Tottenham are back at White Hart Lane after a four game wait this Saturday to take on one of the surprise packages of the season, Watford. Spurs go into the bout in excellent form, having won their last four games, as they look to make it five on the spin back at home. Spurs haven’t lost in ten games against the Hornets, winning six and drawing four. With the most recent win coming only a couple of months ago, after a tense encounter was eventually won by a late Heung-Min Son back-heel.
Despite this good form in recent months and historically against Watford, this game is no forgone conclusion. Watford are coming off a hard-fought draw against Chelsea which they were unlucky not to win, and had felt hard-done by in the previous fixture against Spurs this season. The game was in the balance after goals from Erik Lamela and red-hot Nigerian forward Odion Ighalo, and it wasn’t until a contentious (in Watford’s eyes) red card for Nathan Ake that Tottenham could take control of the game. Captain Troy Deeney was especially aggrieved and there was a bitterness about the incident that Watford fans held onto for a number of weeks after the game.
Deeney and Ighalo have continued their excellent Championship form into 2015-16 and will present a stern test for the likes of Kevin Wimmer
This game also showed of Pochettino’s capability for tactical nous. Understanding that we were facing a potent striker partnership in Ighalo and Deeney, instead of the more common lone striker system we regularly see in modern football, Pochettino tweaked his formation to combat this. Diverting from his regular 4-2-3-1 set up, Pochettino shifted to a 3-4-3, with Eric Dier slotting back into central defence. This switch meant that Ighalo and Deeney were rarely able to isolate a defender through their link-up play. And whilst Ighalo did manage to wriggle free momentarily to poke home his goal, for the majority of the match their threat was nullified.

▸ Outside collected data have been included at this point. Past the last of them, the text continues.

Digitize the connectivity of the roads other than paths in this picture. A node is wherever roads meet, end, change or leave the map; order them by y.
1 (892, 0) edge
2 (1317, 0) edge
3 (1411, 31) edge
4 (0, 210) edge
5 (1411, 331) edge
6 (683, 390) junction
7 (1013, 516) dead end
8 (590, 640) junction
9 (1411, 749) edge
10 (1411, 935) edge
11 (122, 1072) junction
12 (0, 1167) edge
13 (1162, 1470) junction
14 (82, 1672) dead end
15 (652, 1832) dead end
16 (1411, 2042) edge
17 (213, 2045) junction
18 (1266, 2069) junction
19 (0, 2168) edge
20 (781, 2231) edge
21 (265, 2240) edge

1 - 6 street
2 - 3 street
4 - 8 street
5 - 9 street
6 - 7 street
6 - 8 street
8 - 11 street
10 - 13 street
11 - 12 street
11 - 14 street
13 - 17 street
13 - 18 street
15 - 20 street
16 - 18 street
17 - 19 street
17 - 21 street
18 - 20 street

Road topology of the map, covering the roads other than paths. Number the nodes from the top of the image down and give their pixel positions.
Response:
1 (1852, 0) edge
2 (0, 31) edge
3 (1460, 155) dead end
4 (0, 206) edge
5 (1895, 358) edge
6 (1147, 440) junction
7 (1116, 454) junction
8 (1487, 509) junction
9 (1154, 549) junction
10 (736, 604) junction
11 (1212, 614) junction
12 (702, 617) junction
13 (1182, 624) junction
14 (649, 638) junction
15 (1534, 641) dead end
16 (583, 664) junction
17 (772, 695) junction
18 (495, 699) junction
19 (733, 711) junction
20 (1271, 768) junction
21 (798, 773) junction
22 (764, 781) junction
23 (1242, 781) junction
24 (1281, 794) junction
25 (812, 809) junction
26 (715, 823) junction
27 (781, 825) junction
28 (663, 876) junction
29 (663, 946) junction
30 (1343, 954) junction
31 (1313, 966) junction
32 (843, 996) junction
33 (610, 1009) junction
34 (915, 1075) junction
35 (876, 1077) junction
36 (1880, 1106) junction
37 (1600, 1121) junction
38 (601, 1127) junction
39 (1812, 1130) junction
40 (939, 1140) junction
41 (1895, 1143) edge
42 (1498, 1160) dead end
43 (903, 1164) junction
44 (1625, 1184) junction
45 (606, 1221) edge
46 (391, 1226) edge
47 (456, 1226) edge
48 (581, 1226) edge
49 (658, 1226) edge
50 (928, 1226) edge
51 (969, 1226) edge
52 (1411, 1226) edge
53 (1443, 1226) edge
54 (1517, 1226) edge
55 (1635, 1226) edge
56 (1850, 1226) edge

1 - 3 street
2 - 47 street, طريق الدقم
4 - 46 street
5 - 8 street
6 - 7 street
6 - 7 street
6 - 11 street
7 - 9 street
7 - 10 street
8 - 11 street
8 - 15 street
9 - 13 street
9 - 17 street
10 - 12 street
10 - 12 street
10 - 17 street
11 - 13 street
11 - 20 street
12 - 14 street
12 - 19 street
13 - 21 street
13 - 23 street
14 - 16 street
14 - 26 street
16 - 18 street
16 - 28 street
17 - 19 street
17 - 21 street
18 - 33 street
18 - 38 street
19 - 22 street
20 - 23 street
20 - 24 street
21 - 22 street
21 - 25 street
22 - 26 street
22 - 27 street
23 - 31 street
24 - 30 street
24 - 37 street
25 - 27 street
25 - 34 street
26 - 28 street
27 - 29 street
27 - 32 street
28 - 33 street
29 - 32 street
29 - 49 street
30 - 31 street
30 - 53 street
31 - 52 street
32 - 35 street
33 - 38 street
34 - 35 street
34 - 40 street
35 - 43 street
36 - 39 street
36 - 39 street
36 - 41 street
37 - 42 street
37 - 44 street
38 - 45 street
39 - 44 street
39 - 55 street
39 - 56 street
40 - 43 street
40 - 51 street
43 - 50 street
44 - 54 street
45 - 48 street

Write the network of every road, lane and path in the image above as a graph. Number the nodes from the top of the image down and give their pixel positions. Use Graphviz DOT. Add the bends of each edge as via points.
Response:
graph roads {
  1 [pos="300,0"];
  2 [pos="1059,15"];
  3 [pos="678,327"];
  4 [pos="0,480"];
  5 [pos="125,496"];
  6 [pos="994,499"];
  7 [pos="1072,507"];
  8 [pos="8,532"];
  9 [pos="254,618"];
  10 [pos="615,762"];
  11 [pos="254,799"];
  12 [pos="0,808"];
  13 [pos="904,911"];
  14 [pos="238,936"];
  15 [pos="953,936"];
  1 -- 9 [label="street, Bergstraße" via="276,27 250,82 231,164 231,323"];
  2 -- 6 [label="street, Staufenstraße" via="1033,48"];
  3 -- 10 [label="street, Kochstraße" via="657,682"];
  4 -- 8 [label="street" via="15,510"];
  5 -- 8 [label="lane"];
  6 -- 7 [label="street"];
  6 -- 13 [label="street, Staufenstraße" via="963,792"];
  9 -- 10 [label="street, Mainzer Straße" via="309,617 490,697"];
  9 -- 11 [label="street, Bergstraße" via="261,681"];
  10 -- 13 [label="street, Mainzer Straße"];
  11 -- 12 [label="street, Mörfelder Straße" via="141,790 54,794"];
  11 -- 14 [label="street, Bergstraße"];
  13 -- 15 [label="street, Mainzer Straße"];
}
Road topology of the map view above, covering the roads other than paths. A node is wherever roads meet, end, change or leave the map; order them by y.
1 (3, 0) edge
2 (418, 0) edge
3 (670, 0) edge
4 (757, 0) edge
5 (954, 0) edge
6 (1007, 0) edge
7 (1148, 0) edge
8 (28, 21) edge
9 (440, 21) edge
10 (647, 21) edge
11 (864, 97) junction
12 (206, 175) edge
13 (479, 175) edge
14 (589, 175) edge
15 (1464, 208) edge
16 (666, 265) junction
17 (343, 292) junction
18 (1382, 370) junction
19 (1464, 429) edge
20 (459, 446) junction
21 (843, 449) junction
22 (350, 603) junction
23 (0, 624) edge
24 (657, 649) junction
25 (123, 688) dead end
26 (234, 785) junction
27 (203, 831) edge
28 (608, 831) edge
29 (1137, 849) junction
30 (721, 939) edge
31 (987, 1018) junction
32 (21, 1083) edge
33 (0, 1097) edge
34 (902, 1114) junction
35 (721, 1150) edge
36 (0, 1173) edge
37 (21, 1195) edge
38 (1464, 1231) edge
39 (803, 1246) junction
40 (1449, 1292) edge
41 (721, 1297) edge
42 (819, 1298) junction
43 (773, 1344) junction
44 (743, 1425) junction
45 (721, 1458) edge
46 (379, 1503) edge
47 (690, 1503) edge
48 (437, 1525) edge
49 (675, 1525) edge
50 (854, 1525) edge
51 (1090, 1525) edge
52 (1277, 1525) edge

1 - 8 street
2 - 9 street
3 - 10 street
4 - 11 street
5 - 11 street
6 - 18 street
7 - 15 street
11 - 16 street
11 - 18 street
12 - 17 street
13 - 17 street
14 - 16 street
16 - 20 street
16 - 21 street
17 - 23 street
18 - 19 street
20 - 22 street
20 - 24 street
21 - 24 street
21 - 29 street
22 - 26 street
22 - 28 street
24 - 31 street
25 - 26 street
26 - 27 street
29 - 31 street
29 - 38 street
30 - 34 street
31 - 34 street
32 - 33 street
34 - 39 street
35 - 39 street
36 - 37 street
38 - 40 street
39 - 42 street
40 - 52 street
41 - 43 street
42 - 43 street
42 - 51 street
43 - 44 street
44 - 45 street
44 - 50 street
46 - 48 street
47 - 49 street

This formation also allowed us to see the best of Kieran Trippier, who had struggled to make an impact prior to this game. Being deployed as a right-wing-back rather than orthodox full-back, meant that Trippier had the freedom to showcase his full-range of abilities on the right-flank. Trippier dominated his side with lung-busting overlaps whilst also having the energy to get back into his defensive position. Trippier also showed a surprisingly high level of technical ability, as he sought to take on his man and deliver crosses instead of turning back on himself and looking for a supporting midfielder like many full-backs would. It was also eventually Tripper’s cross from a right-wing position that provided the assist for Son to win the game.
Trippier has struggled for Premier League game time following his arrival in the summer from Burnley
That being said, we expect Spurs to line up much the same way as they did at Vicarage Road earlier in the season. Being at home, and being the superior side this may seem defensive or negative to some. But with Jan Vertonghen out injured and Kevin Wimmer feeling his way into the side, it may be best to drop Dier back in alongside the Austrian and Alderweireld to give the added security against Watford’s twin threats.